Where the records below have a line with "Palau", that line is to be copied.

========================

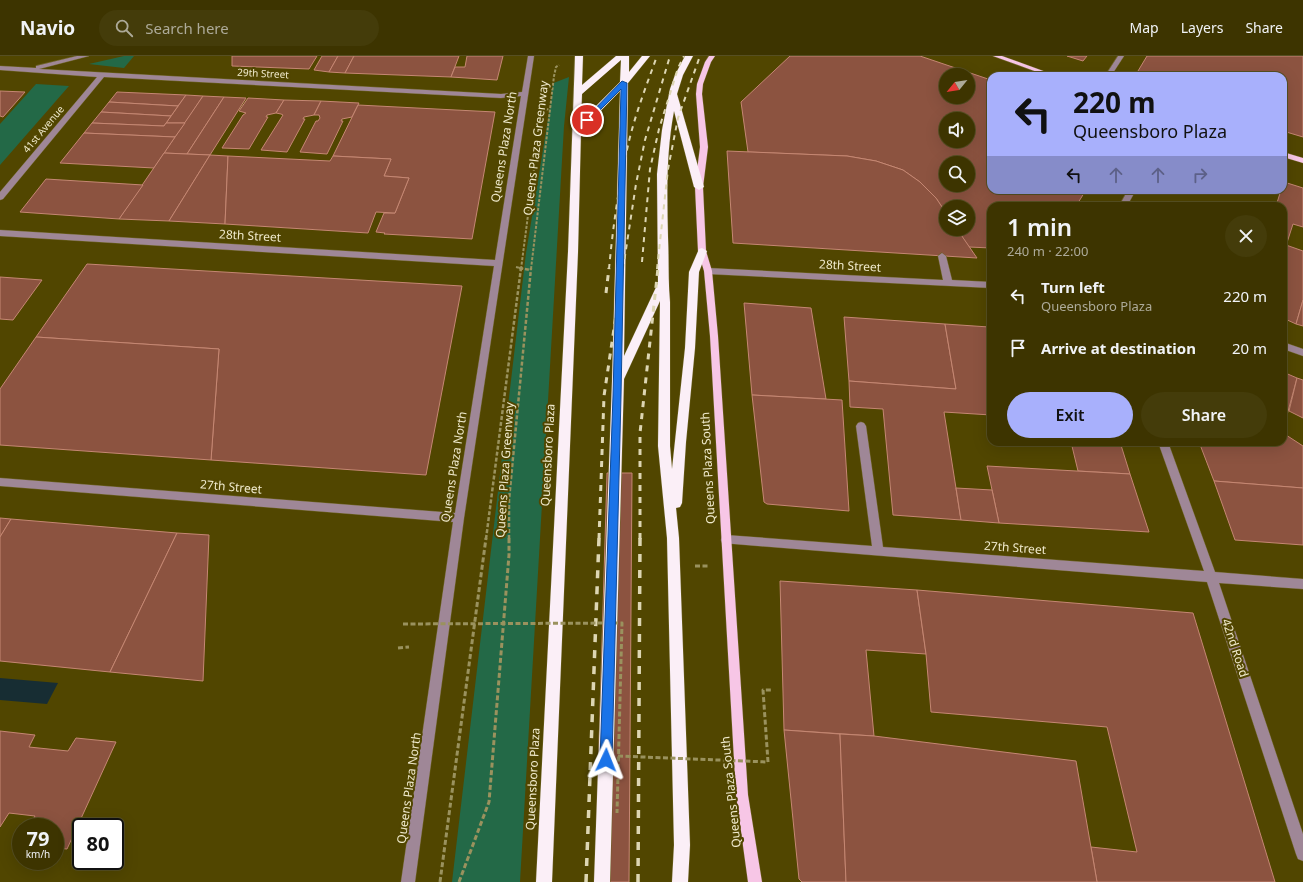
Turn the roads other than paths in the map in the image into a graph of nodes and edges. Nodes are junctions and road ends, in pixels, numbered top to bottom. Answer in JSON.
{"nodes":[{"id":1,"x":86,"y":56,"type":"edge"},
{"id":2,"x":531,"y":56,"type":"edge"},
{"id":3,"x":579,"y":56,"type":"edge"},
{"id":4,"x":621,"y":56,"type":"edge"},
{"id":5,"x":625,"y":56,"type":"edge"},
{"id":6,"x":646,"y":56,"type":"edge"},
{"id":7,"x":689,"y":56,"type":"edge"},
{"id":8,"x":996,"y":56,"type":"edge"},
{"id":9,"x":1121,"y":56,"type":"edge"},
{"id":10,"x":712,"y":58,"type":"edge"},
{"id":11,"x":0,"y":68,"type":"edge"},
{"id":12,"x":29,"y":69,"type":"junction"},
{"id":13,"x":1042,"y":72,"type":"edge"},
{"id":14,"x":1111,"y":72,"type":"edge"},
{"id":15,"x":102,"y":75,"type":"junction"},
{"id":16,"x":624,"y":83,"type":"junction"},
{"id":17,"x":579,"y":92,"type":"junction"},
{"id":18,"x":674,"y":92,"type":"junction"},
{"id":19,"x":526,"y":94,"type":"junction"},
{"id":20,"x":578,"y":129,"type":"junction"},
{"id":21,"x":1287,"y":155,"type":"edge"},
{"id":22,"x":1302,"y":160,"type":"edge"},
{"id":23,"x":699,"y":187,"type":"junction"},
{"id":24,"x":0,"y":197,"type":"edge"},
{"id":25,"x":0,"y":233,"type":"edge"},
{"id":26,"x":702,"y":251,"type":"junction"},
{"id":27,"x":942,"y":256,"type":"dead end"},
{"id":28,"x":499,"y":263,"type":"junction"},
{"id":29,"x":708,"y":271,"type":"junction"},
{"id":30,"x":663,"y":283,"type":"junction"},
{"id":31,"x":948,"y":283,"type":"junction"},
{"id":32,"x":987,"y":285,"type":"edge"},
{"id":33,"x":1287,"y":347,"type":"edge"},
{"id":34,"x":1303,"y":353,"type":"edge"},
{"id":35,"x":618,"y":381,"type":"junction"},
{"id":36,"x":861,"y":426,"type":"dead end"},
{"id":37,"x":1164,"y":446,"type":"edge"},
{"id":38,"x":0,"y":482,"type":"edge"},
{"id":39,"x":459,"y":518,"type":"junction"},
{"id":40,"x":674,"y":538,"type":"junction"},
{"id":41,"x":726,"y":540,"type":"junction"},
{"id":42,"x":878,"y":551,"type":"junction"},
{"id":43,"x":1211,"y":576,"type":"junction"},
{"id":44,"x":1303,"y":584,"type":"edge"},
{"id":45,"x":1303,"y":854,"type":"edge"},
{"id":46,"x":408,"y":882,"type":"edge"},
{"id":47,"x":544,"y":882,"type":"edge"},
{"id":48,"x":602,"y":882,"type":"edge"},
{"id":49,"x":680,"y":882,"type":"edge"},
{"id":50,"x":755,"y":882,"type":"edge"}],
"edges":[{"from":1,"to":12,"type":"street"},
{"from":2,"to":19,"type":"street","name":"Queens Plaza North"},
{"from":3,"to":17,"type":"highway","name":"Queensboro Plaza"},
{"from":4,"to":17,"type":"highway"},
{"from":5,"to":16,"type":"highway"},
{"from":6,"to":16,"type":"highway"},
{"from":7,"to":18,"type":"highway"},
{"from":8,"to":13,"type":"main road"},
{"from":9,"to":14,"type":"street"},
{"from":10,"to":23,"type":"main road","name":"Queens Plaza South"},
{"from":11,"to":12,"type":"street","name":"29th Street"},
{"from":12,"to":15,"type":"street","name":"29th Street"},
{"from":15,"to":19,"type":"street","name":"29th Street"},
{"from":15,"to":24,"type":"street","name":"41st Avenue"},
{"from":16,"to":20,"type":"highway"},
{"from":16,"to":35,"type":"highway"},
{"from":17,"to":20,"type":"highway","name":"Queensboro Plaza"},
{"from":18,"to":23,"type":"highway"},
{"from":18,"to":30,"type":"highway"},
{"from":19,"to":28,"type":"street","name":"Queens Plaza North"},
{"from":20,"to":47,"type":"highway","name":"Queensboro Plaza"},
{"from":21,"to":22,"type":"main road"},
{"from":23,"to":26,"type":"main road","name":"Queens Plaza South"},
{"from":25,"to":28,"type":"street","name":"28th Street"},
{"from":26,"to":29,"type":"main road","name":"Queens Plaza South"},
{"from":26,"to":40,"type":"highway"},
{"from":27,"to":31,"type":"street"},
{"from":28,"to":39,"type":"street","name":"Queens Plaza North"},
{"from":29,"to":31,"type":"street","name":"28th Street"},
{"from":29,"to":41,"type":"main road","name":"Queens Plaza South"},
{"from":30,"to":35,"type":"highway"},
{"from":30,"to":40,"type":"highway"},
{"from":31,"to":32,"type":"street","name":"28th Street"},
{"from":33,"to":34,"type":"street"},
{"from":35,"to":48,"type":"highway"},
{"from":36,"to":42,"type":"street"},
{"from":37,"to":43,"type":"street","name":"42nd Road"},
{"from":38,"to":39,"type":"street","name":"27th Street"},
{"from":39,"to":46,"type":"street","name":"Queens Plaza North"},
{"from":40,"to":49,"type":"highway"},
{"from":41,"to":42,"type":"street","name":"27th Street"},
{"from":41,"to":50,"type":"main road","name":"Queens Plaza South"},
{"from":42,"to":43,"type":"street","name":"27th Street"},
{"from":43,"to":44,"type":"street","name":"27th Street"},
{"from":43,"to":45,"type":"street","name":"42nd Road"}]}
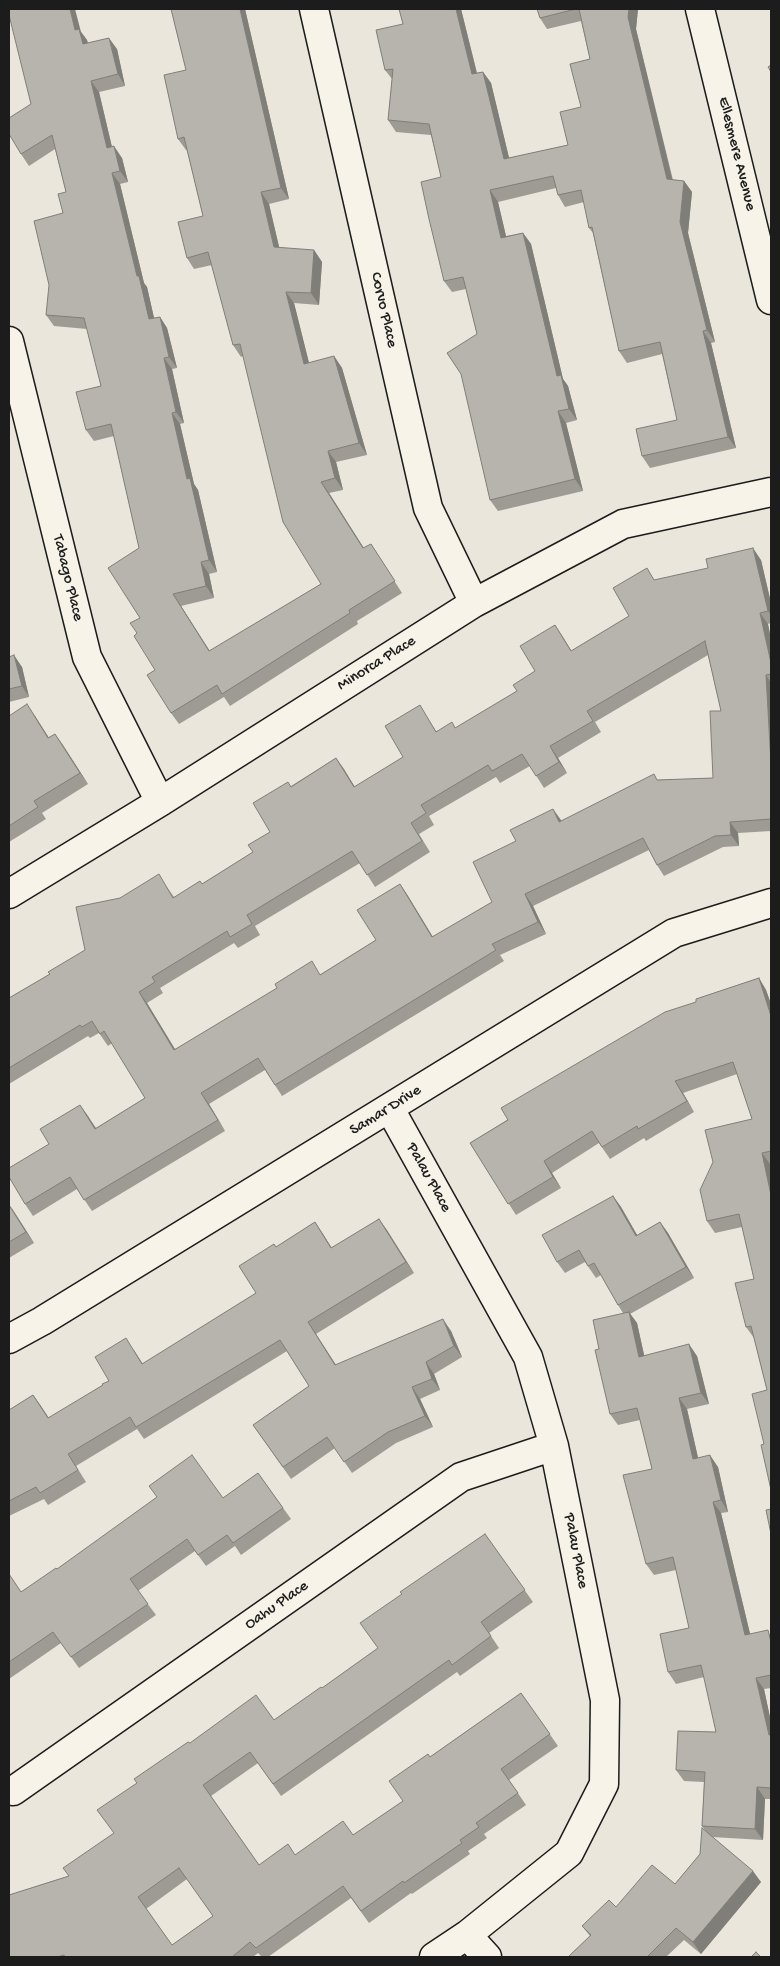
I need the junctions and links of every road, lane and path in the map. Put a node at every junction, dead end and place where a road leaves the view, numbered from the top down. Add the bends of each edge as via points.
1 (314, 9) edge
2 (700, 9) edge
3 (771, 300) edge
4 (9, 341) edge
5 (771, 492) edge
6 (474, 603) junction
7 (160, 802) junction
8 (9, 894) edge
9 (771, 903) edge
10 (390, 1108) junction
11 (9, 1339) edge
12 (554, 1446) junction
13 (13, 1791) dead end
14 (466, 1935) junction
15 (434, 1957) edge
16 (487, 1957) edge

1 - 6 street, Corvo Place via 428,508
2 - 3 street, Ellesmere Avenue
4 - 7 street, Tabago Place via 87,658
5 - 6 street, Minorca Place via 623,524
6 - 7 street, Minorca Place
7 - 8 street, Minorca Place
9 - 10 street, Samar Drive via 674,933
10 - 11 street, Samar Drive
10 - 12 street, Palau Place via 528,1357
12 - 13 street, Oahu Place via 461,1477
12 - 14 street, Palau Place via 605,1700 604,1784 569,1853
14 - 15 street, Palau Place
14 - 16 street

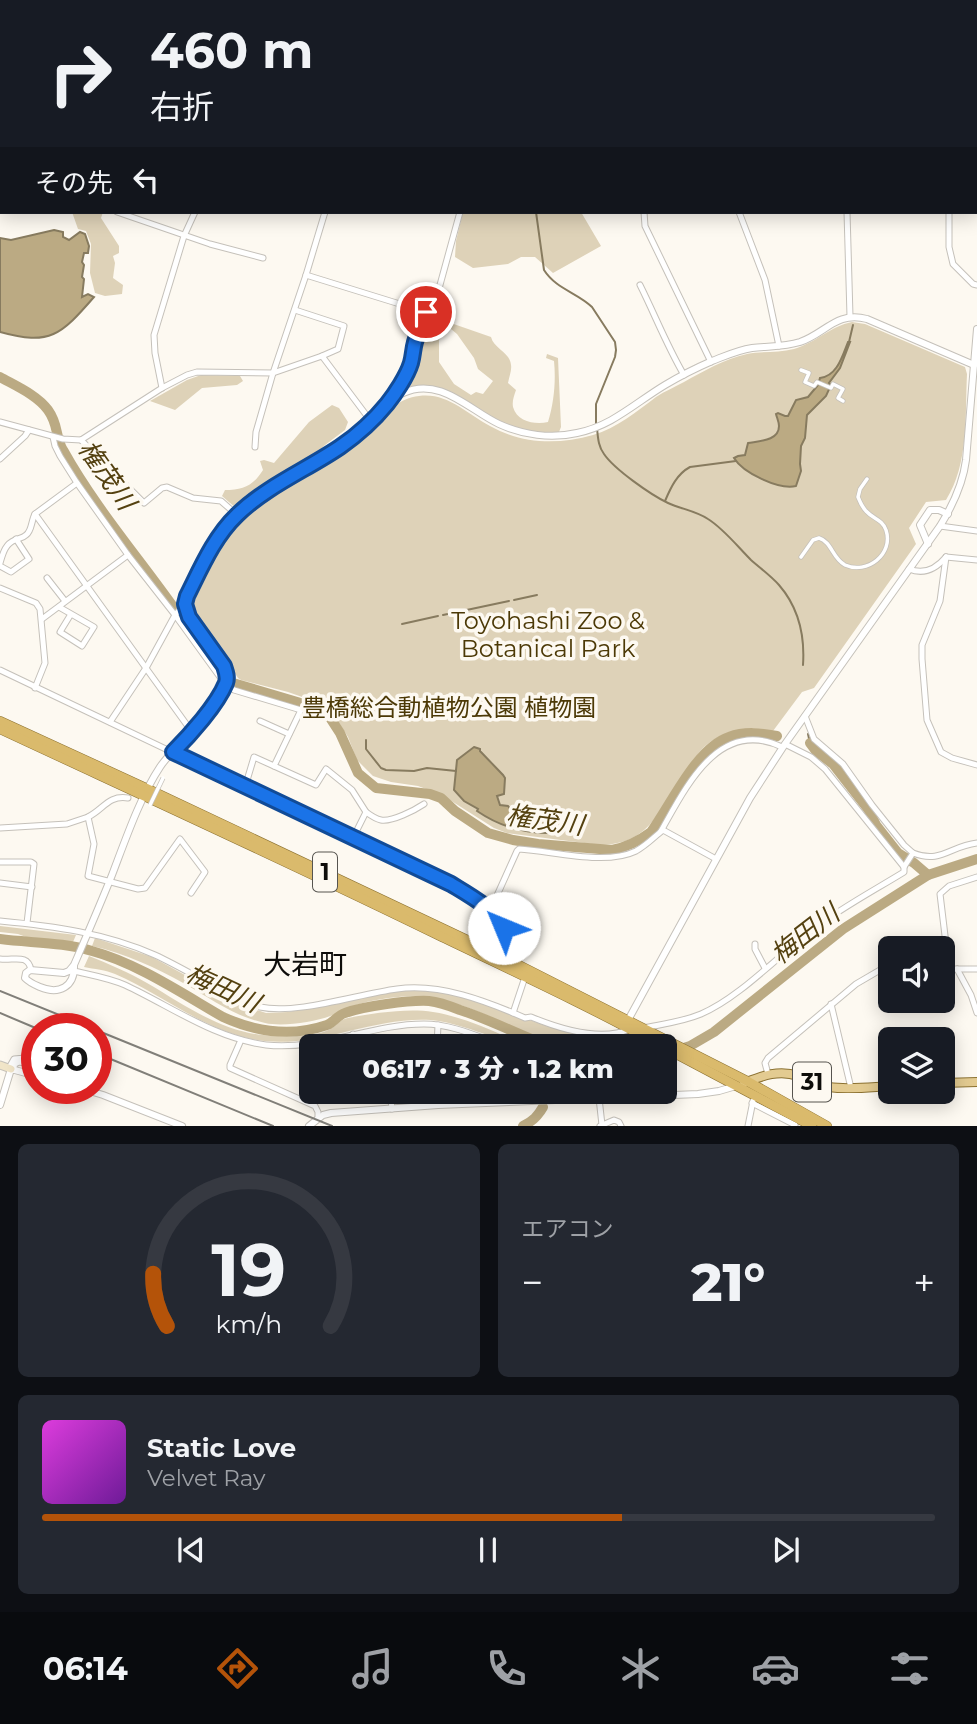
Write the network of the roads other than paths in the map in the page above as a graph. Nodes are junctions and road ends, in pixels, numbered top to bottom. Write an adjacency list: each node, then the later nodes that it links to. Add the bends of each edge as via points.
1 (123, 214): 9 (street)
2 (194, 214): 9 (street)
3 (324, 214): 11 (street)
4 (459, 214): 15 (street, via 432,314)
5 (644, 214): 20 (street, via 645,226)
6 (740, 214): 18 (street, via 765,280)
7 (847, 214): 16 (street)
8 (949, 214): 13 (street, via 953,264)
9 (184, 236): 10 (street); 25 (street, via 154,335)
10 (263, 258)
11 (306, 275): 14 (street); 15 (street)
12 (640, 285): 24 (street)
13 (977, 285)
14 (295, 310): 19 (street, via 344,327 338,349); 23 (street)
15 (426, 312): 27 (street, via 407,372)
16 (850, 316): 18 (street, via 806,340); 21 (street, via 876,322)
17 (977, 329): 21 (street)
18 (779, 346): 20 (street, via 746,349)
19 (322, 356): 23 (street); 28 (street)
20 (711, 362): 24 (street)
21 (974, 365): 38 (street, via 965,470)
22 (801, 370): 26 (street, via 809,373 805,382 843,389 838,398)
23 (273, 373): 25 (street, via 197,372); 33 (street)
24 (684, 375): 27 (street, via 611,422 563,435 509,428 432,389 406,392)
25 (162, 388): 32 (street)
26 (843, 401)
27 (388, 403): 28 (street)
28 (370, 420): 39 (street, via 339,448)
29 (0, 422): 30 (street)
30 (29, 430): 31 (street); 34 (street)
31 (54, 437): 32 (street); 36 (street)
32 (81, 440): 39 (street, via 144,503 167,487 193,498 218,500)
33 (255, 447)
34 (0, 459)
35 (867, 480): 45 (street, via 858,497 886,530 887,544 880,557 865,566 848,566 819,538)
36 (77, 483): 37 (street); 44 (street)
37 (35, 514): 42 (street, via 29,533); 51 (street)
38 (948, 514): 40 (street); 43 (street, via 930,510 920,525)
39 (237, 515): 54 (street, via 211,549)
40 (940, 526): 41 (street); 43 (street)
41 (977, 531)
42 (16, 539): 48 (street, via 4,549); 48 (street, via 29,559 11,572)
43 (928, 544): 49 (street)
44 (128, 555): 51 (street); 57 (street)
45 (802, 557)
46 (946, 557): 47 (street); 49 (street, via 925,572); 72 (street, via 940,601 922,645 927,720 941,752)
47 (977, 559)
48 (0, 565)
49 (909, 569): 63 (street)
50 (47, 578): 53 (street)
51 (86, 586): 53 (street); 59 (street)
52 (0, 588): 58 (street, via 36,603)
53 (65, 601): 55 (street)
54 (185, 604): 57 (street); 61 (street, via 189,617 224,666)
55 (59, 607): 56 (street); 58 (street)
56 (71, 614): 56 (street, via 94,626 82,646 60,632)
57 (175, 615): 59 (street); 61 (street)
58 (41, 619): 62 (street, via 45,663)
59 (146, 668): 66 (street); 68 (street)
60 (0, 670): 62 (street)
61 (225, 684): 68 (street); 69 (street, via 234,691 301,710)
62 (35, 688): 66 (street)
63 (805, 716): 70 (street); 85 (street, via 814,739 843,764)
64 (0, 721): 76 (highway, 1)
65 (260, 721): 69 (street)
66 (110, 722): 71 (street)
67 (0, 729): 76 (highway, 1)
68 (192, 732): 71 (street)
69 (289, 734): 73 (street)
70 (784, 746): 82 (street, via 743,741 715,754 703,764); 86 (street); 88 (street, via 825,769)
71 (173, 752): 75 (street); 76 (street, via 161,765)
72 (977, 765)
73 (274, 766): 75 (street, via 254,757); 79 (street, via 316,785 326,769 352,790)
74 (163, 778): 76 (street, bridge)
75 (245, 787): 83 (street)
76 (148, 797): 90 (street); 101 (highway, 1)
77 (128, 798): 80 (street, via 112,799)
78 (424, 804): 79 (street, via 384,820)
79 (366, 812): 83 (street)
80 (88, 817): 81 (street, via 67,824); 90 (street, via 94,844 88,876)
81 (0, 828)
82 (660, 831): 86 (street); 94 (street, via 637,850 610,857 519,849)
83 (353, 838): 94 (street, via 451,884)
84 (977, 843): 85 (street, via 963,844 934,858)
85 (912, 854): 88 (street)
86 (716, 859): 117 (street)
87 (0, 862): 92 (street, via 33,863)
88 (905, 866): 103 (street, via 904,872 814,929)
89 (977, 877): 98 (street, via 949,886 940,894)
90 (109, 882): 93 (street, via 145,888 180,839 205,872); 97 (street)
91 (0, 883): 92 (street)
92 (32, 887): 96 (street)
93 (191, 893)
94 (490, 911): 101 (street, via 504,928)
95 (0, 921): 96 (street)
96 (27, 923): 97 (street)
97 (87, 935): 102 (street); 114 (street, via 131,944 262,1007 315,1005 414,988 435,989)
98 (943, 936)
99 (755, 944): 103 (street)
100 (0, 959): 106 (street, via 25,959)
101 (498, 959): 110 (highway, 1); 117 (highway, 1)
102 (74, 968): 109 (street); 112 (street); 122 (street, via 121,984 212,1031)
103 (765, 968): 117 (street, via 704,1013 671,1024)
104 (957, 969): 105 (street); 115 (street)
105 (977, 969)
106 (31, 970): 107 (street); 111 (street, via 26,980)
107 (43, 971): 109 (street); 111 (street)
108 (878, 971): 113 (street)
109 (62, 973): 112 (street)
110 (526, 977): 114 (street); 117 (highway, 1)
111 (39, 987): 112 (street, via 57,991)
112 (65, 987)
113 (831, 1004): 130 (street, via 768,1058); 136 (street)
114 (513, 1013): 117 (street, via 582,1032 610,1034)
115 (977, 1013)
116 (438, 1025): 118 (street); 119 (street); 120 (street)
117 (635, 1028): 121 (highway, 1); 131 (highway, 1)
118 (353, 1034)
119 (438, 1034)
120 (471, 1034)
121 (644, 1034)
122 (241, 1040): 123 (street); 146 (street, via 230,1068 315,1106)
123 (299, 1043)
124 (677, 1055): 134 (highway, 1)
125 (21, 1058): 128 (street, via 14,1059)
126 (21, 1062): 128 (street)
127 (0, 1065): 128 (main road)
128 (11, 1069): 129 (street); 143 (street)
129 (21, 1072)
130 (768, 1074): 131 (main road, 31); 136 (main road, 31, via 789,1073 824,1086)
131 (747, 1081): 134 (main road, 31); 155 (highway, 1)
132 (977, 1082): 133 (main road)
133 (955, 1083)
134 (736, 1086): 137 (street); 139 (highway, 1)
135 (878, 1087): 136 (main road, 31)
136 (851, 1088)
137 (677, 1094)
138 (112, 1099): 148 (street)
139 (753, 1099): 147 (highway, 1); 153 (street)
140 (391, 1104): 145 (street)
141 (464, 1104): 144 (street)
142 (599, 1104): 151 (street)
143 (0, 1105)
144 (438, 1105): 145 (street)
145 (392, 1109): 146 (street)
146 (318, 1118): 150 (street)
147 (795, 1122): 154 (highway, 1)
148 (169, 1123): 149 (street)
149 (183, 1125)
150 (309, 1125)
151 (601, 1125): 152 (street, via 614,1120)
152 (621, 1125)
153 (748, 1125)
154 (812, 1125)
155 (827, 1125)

========================

_Expected output_.
10 - 12 street, Palau Place via 528,1357
12 - 14 street, Palau Place via 605,1700 604,1784 569,1853
14 - 15 street, Palau Place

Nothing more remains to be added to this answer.